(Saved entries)
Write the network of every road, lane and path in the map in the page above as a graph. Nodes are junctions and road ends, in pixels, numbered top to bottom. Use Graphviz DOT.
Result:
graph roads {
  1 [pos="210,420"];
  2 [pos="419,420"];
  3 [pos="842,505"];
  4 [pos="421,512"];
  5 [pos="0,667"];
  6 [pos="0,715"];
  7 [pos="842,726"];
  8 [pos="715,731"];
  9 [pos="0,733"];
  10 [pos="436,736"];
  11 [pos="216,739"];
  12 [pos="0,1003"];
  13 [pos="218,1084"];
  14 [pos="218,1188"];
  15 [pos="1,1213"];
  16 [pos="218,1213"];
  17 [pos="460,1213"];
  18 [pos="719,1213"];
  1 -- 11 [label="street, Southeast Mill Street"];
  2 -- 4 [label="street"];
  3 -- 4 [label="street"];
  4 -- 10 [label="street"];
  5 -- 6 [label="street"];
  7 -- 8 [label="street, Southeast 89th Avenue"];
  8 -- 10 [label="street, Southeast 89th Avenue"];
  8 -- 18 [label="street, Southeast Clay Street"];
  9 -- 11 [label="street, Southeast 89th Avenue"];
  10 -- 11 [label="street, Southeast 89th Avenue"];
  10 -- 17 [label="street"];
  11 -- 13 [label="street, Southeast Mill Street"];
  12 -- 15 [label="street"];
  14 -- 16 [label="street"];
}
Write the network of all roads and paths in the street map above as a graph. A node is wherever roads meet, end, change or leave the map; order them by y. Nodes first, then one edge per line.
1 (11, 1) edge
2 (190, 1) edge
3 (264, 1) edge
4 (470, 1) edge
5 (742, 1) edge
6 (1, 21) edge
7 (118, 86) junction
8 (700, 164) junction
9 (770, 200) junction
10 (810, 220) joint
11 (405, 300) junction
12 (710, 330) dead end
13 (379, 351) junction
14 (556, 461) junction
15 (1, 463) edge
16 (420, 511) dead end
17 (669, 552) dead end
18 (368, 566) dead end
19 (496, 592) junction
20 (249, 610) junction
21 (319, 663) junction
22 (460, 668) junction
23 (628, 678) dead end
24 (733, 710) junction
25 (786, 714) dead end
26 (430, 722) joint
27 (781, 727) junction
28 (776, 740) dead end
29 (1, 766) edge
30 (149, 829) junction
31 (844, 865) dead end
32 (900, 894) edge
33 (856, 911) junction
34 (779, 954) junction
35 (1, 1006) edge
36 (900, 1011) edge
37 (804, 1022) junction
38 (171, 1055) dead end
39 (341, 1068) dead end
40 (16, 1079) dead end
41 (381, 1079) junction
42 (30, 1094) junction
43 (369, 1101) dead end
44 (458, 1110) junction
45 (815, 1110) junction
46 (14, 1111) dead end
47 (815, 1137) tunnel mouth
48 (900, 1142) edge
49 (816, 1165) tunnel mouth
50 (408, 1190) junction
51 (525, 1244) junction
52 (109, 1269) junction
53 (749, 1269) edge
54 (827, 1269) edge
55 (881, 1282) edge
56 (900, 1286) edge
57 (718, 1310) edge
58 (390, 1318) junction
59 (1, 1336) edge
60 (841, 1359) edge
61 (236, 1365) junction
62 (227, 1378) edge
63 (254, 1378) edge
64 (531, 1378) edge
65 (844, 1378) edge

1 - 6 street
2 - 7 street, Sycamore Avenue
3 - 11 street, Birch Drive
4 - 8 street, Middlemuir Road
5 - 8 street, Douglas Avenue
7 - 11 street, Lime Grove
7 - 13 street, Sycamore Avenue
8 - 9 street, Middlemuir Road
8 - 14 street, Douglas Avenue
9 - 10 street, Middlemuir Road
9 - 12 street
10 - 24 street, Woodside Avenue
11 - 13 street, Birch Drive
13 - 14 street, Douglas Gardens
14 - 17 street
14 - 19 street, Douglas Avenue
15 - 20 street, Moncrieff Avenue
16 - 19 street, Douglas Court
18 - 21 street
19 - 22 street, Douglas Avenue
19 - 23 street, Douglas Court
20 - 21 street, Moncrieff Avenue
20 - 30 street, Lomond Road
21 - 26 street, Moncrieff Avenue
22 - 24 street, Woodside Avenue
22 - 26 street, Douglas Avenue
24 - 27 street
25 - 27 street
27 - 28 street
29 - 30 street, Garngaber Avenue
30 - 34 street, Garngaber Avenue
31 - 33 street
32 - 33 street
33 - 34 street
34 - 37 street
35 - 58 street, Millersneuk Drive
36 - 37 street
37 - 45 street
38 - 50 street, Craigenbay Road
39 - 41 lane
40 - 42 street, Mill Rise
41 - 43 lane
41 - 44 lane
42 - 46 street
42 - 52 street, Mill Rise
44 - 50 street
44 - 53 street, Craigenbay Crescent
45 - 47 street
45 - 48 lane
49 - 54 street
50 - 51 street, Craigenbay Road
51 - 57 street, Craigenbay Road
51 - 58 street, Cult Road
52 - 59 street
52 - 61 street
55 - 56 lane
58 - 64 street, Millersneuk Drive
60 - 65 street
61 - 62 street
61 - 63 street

Brief: What must be returned is a bare number, the count of lines in the entries holding the string "Court".

Exercise solution: 2